FIG. 4 is a perspective view showing a shape of an acrylic plate according to a third embodiment.

FIG. 5 is a partial sectional view corresponding to FIG. 2, showing a configuration of a lighting device of a third embodiment according to the present invention.

FIG. 6 is an exploded perspective view of a lighting device of a fourth embodiment according to the present invention.

FIG. 7 is a diagram showing an example of a conventional illumination device for a liquid crystal display.

[Explanation of symbols]

 1 LED 2 Printed Circuit Board 4 Reflective Surface 7 Light Emitting Section 8 Acrylic Plate 9 White Reflective Layer 10 Liquid Crystal Display (Transmissive) 11 Segment Displayed Characters and Symbols 15 Lead

Claims (9)

[Claims] 1. A light guide plate having a light-transmitting property, the surface of which is mirror-finished, is arranged on the back surface of a display section, and a reflection layer for reflecting the light is formed on the light guide plate to reflect the light incident from the light source.

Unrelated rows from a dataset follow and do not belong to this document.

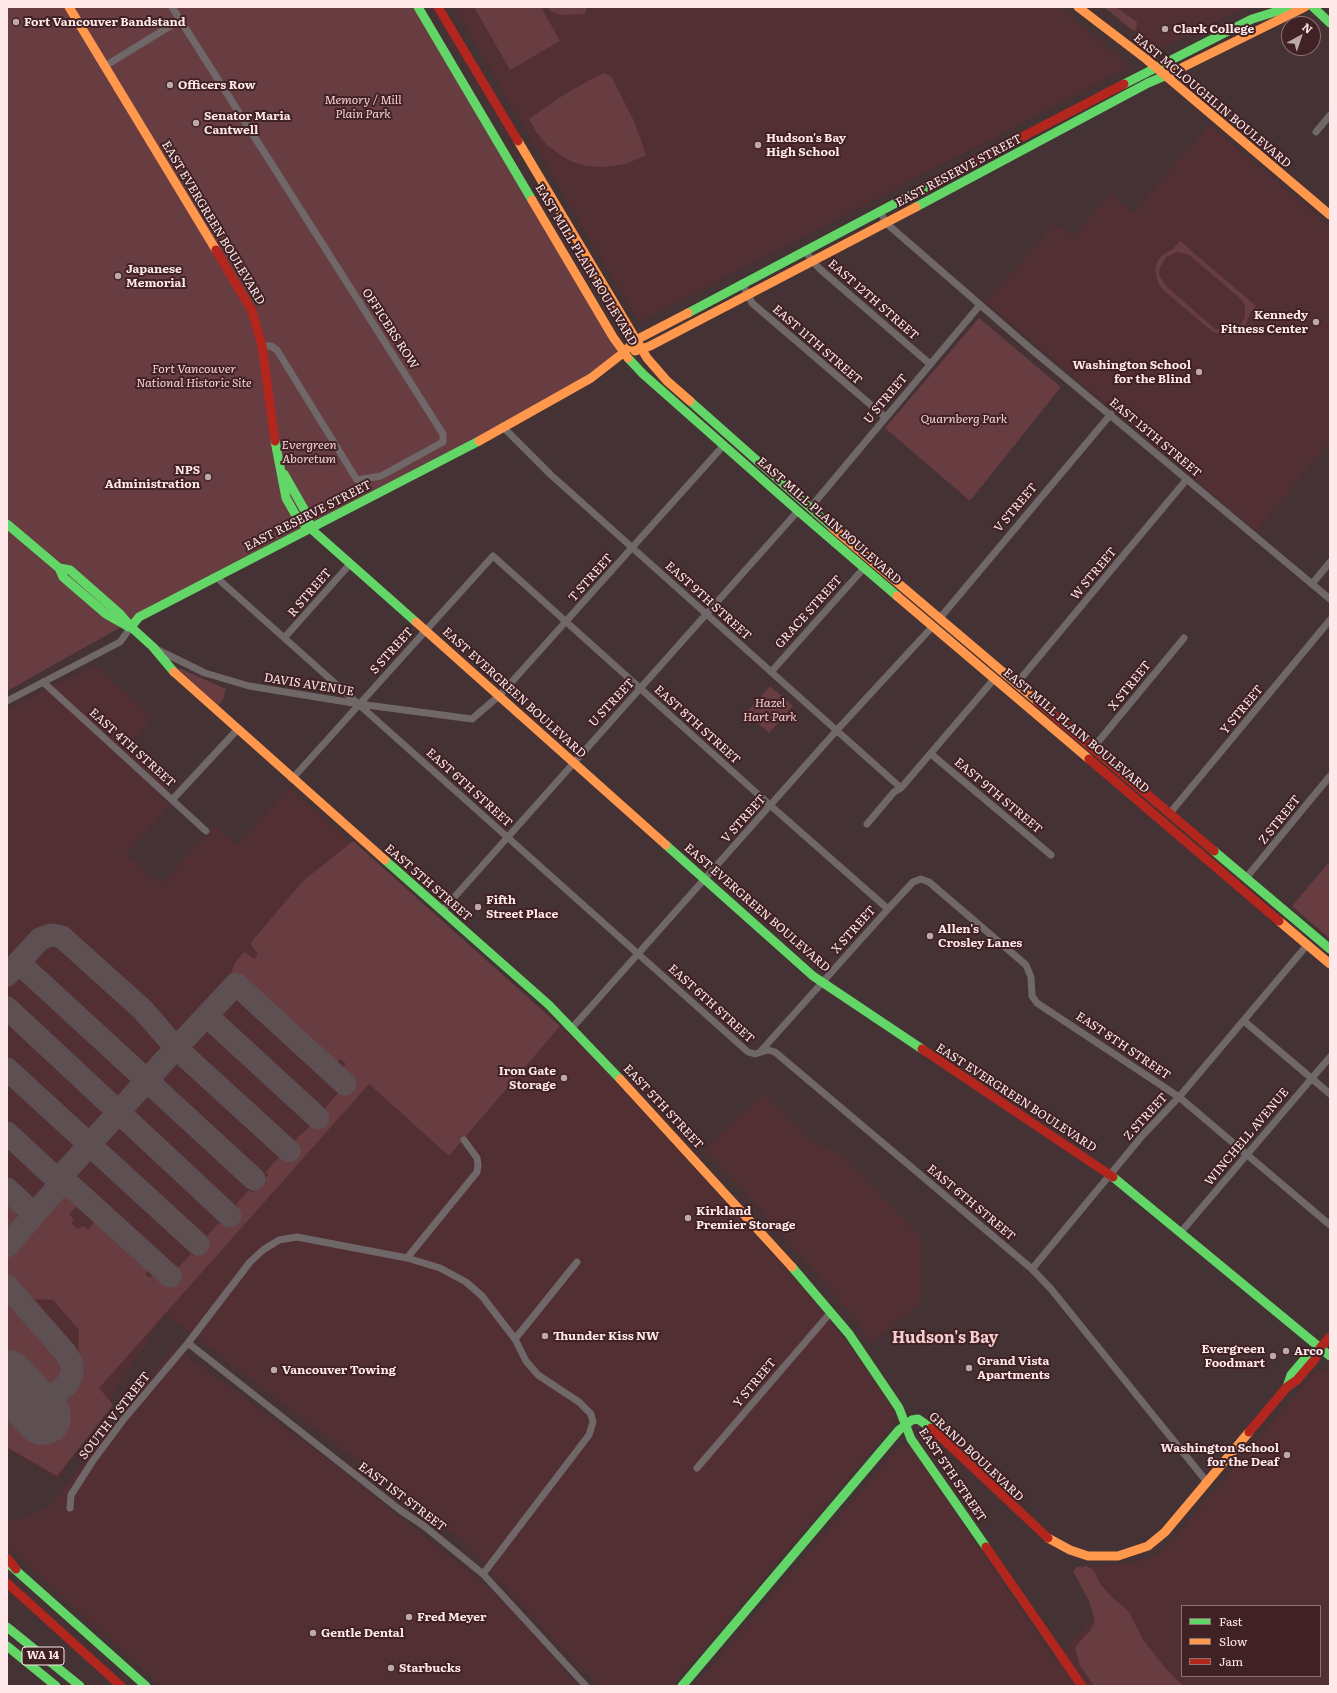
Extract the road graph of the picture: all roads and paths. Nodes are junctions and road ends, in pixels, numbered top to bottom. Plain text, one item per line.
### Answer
1 (69, 7) edge
2 (172, 7) edge
3 (418, 7) edge
4 (438, 7) edge
5 (1078, 7) edge
6 (1291, 7) edge
7 (1305, 7) edge
8 (1313, 7) edge
9 (180, 20) junction
10 (1330, 23) edge
11 (105, 66) junction
12 (1155, 68) junction
13 (1164, 76) junction
14 (1330, 115) edge
15 (1316, 132) dead end
16 (880, 211) junction
17 (1330, 215) edge
18 (886, 223) junction
19 (805, 250) junction
20 (812, 262) junction
21 (742, 283) junction
22 (748, 295) junction
23 (980, 305) junction
24 (636, 340) junction
25 (262, 346) junction
26 (642, 350) junction
27 (624, 353) junction
28 (930, 364) junction
29 (1110, 414) junction
30 (885, 417) junction
31 (503, 428) junction
32 (723, 446) junction
33 (1187, 479) junction
34 (810, 508) junction
35 (798, 511) junction
36 (7, 524) edge
37 (310, 528) junction
38 (632, 548) junction
39 (493, 556) joint
40 (1330, 562) edge
41 (350, 564) junction
42 (864, 568) junction
43 (216, 577) junction
44 (1312, 584) junction
45 (1330, 599) edge
46 (706, 614) junction
47 (940, 618) junction
48 (1330, 620) edge
49 (566, 622) junction
50 (933, 626) junction
51 (131, 627) junction
52 (425, 630) junction
53 (286, 637) junction
54 (1184, 638) dead end
55 (153, 647) junction
56 (771, 672) junction
57 (995, 678) junction
58 (43, 682) junction
59 (1017, 683) junction
60 (640, 689) junction
61 (500, 695) junction
62 (7, 701) edge
63 (359, 704) junction
64 (470, 719) joint
65 (237, 730) junction
66 (837, 730) junction
67 (1093, 748) junction
68 (931, 754) junction
69 (574, 762) junction
70 (1330, 776) edge
71 (292, 779) junction
72 (902, 788) junction
73 (172, 800) junction
74 (771, 806) junction
75 (1170, 813) junction
76 (868, 824) dead end
77 (206, 831) dead end
78 (507, 837) junction
79 (1052, 855) dead end
80 (704, 878) junction
81 (1246, 878) junction
82 (921, 879) joint
83 (888, 909) junction
84 (442, 911) junction
85 (1308, 944) junction
86 (1330, 949) edge
87 (637, 953) junction
88 (1330, 964) edge
89 (822, 981) junction
90 (1244, 1021) junction
91 (572, 1028) junction
92 (758, 1054) junction
93 (1330, 1057) edge
94 (1311, 1079) junction
95 (1330, 1094) edge
96 (1179, 1097) junction
97 (464, 1140) dead end
98 (1247, 1155) junction
99 (1111, 1174) junction
100 (1330, 1225) edge
101 (1181, 1232) junction
102 (407, 1258) junction
103 (577, 1262) dead end
104 (1032, 1269) junction
105 (831, 1312) junction
106 (1330, 1336) edge
107 (515, 1339) junction
108 (188, 1343) junction
109 (1320, 1348) junction
110 (1330, 1356) edge
111 (906, 1424) junction
112 (697, 1468) dead end
113 (1207, 1482) junction
114 (70, 1508) dead end
115 (7, 1558) edge
116 (7, 1563) edge
117 (16, 1569) junction
118 (483, 1574) junction
119 (7, 1583) edge
120 (7, 1627) edge
121 (7, 1646) edge
122 (56, 1686) edge
123 (80, 1686) edge
124 (121, 1686) edge
125 (146, 1686) edge
126 (586, 1686) edge
127 (682, 1686) edge
128 (1082, 1686) edge

1 - 11 main road, EAST EVERGREEN BOULEVARD
2 - 9 street, OFFICERS ROW
3 - 27 main road, EAST MILL PLAIN BOULEVARD
4 - 24 main road, EAST MILL PLAIN BOULEVARD
5 - 12 main road, EAST MCLOUGHLIN BOULEVARD
6 - 12 main road, EAST RESERVE STREET
7 - 13 main road, EAST RESERVE STREET
8 - 10 main road
9 - 11 street
9 - 25 street, OFFICERS ROW
11 - 25 main road, EAST EVERGREEN BOULEVARD
12 - 13 main road, EAST MCLOUGHLIN BOULEVARD
12 - 16 main road, EAST RESERVE STREET
13 - 17 main road, EAST MCLOUGHLIN BOULEVARD
13 - 18 main road, EAST RESERVE STREET
14 - 15 street
16 - 18 street, EAST 13TH STREET
16 - 19 main road, EAST RESERVE STREET
18 - 20 main road, EAST RESERVE STREET
18 - 23 street, EAST 13TH STREET
19 - 20 street, EAST 12TH STREET
19 - 21 main road, EAST RESERVE STREET
20 - 22 main road, EAST RESERVE STREET
20 - 28 street, EAST 12TH STREET
21 - 22 street, EAST 11TH STREET
21 - 24 main road, EAST RESERVE STREET
22 - 26 main road, EAST RESERVE STREET
22 - 30 street, EAST 11TH STREET
23 - 28 street, U STREET
23 - 29 street, EAST 13TH STREET
24 - 26 main road, EAST MILL PLAIN BOULEVARD
24 - 27 main road, EAST RESERVE STREET
25 - 37 main road, EAST EVERGREEN BOULEVARD
26 - 27 main road, EAST RESERVE STREET
26 - 34 main road, EAST MILL PLAIN BOULEVARD
27 - 31 main road, EAST RESERVE STREET
27 - 32 main road, EAST MILL PLAIN BOULEVARD
28 - 30 street, U STREET
29 - 33 street, EAST 13TH STREET
29 - 47 street, V STREET
30 - 34 street, U STREET
31 - 37 main road, EAST RESERVE STREET
31 - 38 street, EAST 9TH STREET
32 - 35 main road, EAST MILL PLAIN BOULEVARD
32 - 38 street, T STREET
33 - 44 street, EAST 13TH STREET
33 - 59 street, W STREET
34 - 47 main road, EAST MILL PLAIN BOULEVARD
35 - 42 main road, EAST MILL PLAIN BOULEVARD
35 - 46 street, U STREET
36 - 51 main road, EAST 5TH STREET
37 - 41 main road, EAST EVERGREEN BOULEVARD
37 - 43 main road, EAST RESERVE STREET
38 - 46 street, EAST 9TH STREET
38 - 49 street, T STREET
39 - 49 street, EAST 8TH STREET
39 - 52 street, S STREET
40 - 44 street
41 - 52 main road, EAST EVERGREEN BOULEVARD
41 - 53 street, R STREET
42 - 50 main road, EAST MILL PLAIN BOULEVARD
42 - 56 street, GRACE STREET
43 - 51 main road, EAST RESERVE STREET
43 - 53 street, EAST 6TH STREET
44 - 45 street, EAST 13TH STREET
46 - 56 street, EAST 9TH STREET
46 - 60 street, U STREET
47 - 59 main road, EAST MILL PLAIN BOULEVARD
48 - 75 street, Y STREET
49 - 60 street, EAST 8TH STREET
49 - 61 street, T STREET
50 - 57 main road, EAST MILL PLAIN BOULEVARD
50 - 66 street, V STREET
51 - 55 main road, EAST 5TH STREET
51 - 58 street, EAST RESERVE STREET
52 - 61 main road, EAST EVERGREEN BOULEVARD
52 - 63 street, S STREET
53 - 63 street, EAST 6TH STREET
54 - 67 street, X STREET
55 - 63 street, DAVIS AVENUE
55 - 65 main road, EAST 5TH STREET
56 - 66 street, EAST 9TH STREET
57 - 68 street
57 - 85 main road, EAST MILL PLAIN BOULEVARD
58 - 62 street, EAST RESERVE STREET
58 - 73 street, EAST 4TH STREET
59 - 67 main road, EAST MILL PLAIN BOULEVARD
60 - 69 street, U STREET
60 - 74 street, EAST 8TH STREET
61 - 64 street, T STREET
61 - 69 main road, EAST EVERGREEN BOULEVARD
63 - 64 street, DAVIS AVENUE
63 - 71 street, S STREET
63 - 78 street, EAST 6TH STREET
65 - 71 main road, EAST 5TH STREET
65 - 73 street
66 - 72 street, EAST 9TH STREET
66 - 74 street, V STREET
67 - 75 main road, EAST MILL PLAIN BOULEVARD
68 - 72 street
68 - 79 street, EAST 9TH STREET
69 - 78 street, U STREET
69 - 80 main road, EAST EVERGREEN BOULEVARD
70 - 81 street, Z STREET
71 - 84 main road, EAST 5TH STREET
72 - 76 street
73 - 77 street, EAST 4TH STREET
74 - 80 street, V STREET
74 - 83 street, EAST 8TH STREET
75 - 81 main road, EAST MILL PLAIN BOULEVARD
78 - 84 street, U STREET
78 - 87 street, EAST 6TH STREET
80 - 87 street, V STREET
80 - 89 main road, EAST EVERGREEN BOULEVARD
81 - 86 main road, EAST MILL PLAIN BOULEVARD
82 - 83 street, X STREET
82 - 96 street, EAST 8TH STREET
83 - 89 street, X STREET
84 - 91 main road, EAST 5TH STREET
85 - 88 main road, EAST MILL PLAIN BOULEVARD
85 - 90 street, Z STREET
87 - 91 street, V STREET
87 - 92 street, EAST 6TH STREET
89 - 92 street, X STREET
89 - 99 main road, EAST EVERGREEN BOULEVARD
90 - 94 street
90 - 96 street, Z STREET
91 - 105 main road, EAST 5TH STREET
92 - 104 street, EAST 6TH STREET
93 - 94 street, WINCHELL AVENUE
94 - 95 street
94 - 98 street, WINCHELL AVENUE
96 - 98 street, EAST 8TH STREET
96 - 99 street, Z STREET
97 - 102 street
98 - 100 street, EAST 8TH STREET
98 - 101 street, WINCHELL AVENUE
99 - 101 main road, EAST EVERGREEN BOULEVARD
99 - 104 street, Z STREET
101 - 109 main road, EAST EVERGREEN BOULEVARD
102 - 107 street, SOUTH V STREET
102 - 108 street, SOUTH V STREET
103 - 107 street
104 - 113 street, EAST 6TH STREET
105 - 111 main road, EAST 5TH STREET
105 - 112 street, Y STREET
106 - 109 main road, GRAND BOULEVARD
107 - 118 street, SOUTH V STREET
108 - 114 street, SOUTH V STREET
108 - 118 street, EAST 1ST STREET
109 - 110 main road, EAST EVERGREEN BOULEVARD
109 - 113 main road, GRAND BOULEVARD
111 - 113 main road, GRAND BOULEVARD
111 - 127 main road
111 - 128 main road, EAST 5TH STREET
115 - 117 main road
116 - 117 main road
117 - 125 main road
118 - 126 street, EAST 1ST STREET
119 - 124 main road
120 - 123 main road, WA 14
121 - 122 main road, WA 14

An illuminating device configured to reflect light from a layer and emit the light from the light guide plate to illuminate the display unit from the backside, wherein the reflective layer is formed smaller than the outer shape of the light guide plate,
An illumination device, wherein an area is provided between the light source and a reflective layer for totally reflecting the light incident from the light source by the light guide plate and guiding the light to the reflective layer. 2. The lighting device according to claim 1, wherein the reflective layer is formed to have substantially the same size as or slightly larger than the display range of characters and the like on the display section. 3. The lighting device according to claim 1, wherein the reflective layer is formed in a range substantially equivalent to a display range of characters and the like on the display section. 4. The lighting device according to claim 1, wherein the reflection layer is formed on the light guide plate by printing or attaching a tape. 5. The lighting device according to claim 1, wherein the light guide plate is made of resin, and the light source is provided in close contact with the light guide plate in the vicinity of an end face in the thickness direction. 6. The lighting device according to claim 5, wherein at least one of the light sources is provided on each end surface of the light guide plate facing each other. 7. The light emitting device according to claim 6, wherein the end face and the light source are inclined toward the reflection layer side by a predetermined angle so that a part of the light incident from the light source directly strikes the reflection layer. Lighting equipment. 8. The illumination according to claim 5, wherein an inclined portion is provided on the end face, and light parallel to the surface of the light guide plate is reflected by the inclined portion and guided to the reflective layer. apparatus. 9. The lighting device according to claim 1, wherein the display unit is a liquid crystal display device, and the light source is an LED lamp.